Ours is a middle-class republic, the first of its kind, and we need a foreign policy that protects the prosperity and security of our working people. This is America’s enduring national interest: to preserve, protect and defend our unique way of democracy.

To pursue that interest, America must prevent any one nation from dominating or dictating to us in any key region of the globe. To secure the prosperity of our people and sustain the political and economic independence of our middle class, we need to be free to trade and engage with other nations on free and equal terms.

American foreign policy should be built on preserving our independence and preventing domination by others. That doesn’t mean America needs to be the globe’s policeman or create a world of democracies. Neither of these approaches, sometimes advocated by liberals and sometimes by conservatives, is realistic, and neither is necessary.

We need instead to prevent any other nation from becoming a hegemon?and that brings us to China. While American policy makers have embroiled this nation in multiple Mideast wars, China has steadily built its strength, its economy and its military?all at American expense. For years China has been stealing American jobs and intellectual property, abusing the international trade system. Now it is militarizing the South China Sea and preparing to project its power across the Asia-Pacific region.

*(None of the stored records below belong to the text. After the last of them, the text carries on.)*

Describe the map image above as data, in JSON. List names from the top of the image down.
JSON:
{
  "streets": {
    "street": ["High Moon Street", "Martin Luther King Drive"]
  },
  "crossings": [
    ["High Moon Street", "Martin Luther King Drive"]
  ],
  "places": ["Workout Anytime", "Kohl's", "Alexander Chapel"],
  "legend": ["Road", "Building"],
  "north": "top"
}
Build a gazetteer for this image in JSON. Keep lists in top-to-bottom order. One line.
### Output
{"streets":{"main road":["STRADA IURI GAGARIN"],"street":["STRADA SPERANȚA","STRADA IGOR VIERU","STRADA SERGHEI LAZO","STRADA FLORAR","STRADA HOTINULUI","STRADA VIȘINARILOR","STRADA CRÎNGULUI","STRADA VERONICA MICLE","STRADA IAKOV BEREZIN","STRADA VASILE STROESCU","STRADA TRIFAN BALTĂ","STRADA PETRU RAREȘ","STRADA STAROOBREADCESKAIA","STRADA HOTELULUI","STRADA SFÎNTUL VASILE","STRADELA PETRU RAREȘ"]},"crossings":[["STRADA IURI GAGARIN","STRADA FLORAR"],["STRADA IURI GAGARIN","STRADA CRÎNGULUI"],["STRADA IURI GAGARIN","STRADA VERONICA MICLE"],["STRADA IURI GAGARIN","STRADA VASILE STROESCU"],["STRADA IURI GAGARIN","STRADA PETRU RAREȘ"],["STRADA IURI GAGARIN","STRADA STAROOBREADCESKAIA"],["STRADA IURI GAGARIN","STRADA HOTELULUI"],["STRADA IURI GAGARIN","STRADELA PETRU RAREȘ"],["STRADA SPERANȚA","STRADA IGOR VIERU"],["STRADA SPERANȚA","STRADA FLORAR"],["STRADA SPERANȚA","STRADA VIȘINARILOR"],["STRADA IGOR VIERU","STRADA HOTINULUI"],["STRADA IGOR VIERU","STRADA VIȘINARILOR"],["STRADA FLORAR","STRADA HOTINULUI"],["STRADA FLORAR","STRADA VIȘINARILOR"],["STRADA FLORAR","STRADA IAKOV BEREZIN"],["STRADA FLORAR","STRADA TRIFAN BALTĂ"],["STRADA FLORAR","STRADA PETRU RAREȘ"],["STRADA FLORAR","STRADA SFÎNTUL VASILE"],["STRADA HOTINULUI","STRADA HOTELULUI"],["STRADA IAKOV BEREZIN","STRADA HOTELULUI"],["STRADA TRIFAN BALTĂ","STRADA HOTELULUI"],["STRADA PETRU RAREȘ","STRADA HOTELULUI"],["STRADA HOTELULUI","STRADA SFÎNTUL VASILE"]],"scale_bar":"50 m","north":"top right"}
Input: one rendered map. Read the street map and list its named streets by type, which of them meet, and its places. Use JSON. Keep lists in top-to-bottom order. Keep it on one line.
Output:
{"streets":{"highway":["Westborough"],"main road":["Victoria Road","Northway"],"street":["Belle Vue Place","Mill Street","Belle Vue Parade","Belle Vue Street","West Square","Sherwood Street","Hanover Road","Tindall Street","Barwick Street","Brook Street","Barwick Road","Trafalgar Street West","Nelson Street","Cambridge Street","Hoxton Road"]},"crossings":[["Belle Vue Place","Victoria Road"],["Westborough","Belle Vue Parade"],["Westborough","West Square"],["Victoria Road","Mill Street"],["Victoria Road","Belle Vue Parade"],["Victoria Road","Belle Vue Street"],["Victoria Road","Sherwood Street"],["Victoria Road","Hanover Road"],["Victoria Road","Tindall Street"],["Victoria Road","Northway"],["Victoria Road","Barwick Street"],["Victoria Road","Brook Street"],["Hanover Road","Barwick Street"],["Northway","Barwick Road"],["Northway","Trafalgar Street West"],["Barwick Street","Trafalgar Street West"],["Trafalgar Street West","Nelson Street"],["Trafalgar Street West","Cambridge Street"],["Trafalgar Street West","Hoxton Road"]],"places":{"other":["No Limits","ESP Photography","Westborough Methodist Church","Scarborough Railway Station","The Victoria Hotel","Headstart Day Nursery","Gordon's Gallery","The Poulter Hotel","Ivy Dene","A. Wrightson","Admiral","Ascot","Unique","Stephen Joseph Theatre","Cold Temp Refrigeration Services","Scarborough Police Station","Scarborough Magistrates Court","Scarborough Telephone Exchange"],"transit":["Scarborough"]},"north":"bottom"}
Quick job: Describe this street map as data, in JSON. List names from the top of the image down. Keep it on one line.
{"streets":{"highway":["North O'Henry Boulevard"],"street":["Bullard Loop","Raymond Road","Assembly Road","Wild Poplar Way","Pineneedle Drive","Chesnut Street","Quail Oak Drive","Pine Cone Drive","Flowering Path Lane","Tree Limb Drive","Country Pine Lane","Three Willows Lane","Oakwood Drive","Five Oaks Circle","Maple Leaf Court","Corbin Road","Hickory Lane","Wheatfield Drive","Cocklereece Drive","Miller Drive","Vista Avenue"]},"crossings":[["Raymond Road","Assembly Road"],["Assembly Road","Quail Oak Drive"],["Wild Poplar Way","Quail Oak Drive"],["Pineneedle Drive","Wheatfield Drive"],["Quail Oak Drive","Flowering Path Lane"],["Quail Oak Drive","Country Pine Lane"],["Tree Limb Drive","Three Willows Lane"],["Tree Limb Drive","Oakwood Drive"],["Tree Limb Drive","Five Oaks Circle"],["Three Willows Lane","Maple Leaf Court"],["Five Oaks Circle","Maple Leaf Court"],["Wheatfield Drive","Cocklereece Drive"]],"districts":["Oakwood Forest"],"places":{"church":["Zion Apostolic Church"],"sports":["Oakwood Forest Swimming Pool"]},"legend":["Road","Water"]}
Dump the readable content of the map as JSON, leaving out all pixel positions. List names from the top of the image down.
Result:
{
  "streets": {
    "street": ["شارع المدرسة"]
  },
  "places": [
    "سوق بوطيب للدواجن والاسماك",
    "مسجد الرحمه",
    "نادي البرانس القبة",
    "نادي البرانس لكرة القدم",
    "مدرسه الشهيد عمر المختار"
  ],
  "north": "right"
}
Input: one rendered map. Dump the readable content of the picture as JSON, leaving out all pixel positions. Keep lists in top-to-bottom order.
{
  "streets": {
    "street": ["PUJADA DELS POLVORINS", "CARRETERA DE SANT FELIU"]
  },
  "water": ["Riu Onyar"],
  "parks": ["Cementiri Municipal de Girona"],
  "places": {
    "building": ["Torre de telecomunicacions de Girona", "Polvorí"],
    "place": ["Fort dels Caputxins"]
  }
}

China’s expansionist moves are a direct threat to American security. Beijing’s aim is nothing short of domination?first of the region, then of the world. The Asia-Pacific is critical to the prosperity of American farmers, manufacturers and consumers. We can’t afford to be shut out in the years to come, nor can we afford to be reduced to begging Beijing for terms.

China has shown its desire for domination in Hong Kong, where it ruthlessly suppresses its own people and seeks to strip them of their liberties, including the protections of the rule of law. It has betrayed its eagerness to impose authoritarian principles on America in its coercion of the National Basketball Association and other U.S. companies doing business in China. Those are previews of coming attractions if America doesn’t change course.

At this critical juncture, we must abandon the attempt to remake the world and focus on the threat from Beijing. China is not yet so strong that its bid for dominance can’t be resisted. But time is not on our side. Our aim must be to prevent a conflict while securing American prosperity and safety.

We can begin by bringing to a close the “forever wars” in other theaters and redirecting our military’s attention to the Asia-Pacific. There we must forge new alliances and strengthen partnerships to counter China’s threat. We must be prepared to use all the tools at our disposal, including trade and other economic levers, to protect U.S. interests.

In Europe, we must expect our allies to do more for their own defense and to counter a resurgent Russia. And everywhere, in every region, we must ask whether our actions are contributing to the great task of this era, resisting hegemony in the Asia-Pacific.

For most of our history, America didn’t aspire to run the world. We aimed to prevent domination by others, to safeguard our independence, and to make the international order safe for our democratic way of life. These are ambitious aims, and they must again be ours today. The security of our people, and the fate of our republican experiment, depend on it.

Mr. Hawley, a Republican, is a U.S. senator from Missouri.